Whenever you're stuck on a cramped bus, you're looking for a parking space, or you're bike lane is sub-par, remember it can be a lot better. You just need to be a mayor! Mayors get a ton of perks you may not have considered, one of which is better transit. Sure, you might have to bike to work once a year, or take the bus now and then for a photo-op, but fear not. You'll probably have your own private car paid for by the city, and even your own chauffeur. You know, because you're super important and can't operate the way regular people do in the city. You're the major and you made a lot of crazy wild promises to get there, so treat yourself right!
But the perks don't stop there! You'll also have the opportunity to park wherever the hell you want! Park in crosswalks, bus stops, and even in traffic lanes! Worried you'll get a ticket? Well even if you do just use your mayoral might and have the ticket person reprimanded and also as an added bonus, have the tickets magically whisked away with your mayoral wand!
Even if you don't live in the Bay Area you're sure to enjoy many of these perks. Some deputy members even enjoy the perks of drunk driving on occasion. You can even yell at bikers and tell them to get the hell off your road. If you're up in Toronto you can even pantomime drunk driving when you're at your job like Rob Ford. Be free to mix and match, be creative. After all, you're the goddamn mayor!

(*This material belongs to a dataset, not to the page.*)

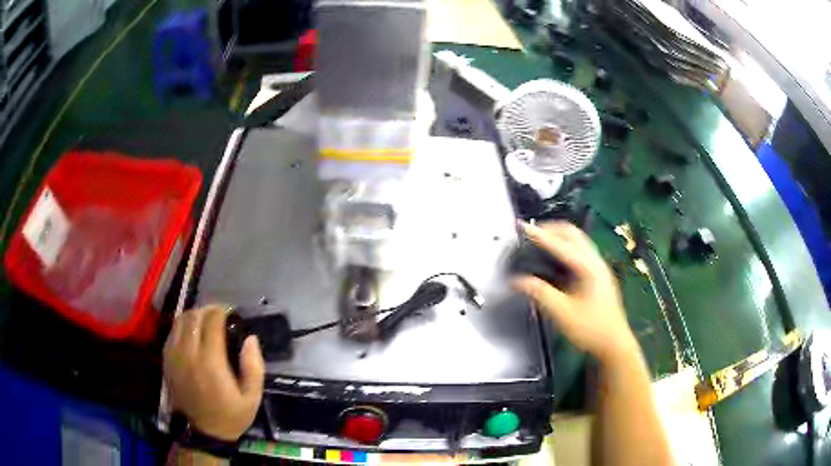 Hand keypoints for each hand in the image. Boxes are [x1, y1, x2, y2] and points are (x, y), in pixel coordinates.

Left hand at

Best of all, you're removed from all the headaches of plebeian transport. Your car-centric view of transportation will make city transit decisions far easier. You can repeal parking fees on Sundays since you empathize with motorists. You can also rescind support for a local VLF tax to support transportation funding your own task-force approved. How about punish any Supervisor that tries to increase funding using general funds. Sure, maybe this will lead to some horrible transportation choices for idiots that don't own a private vehicle. Don't worry though, since you're the mayor you'll never be forced to eat your own dog food.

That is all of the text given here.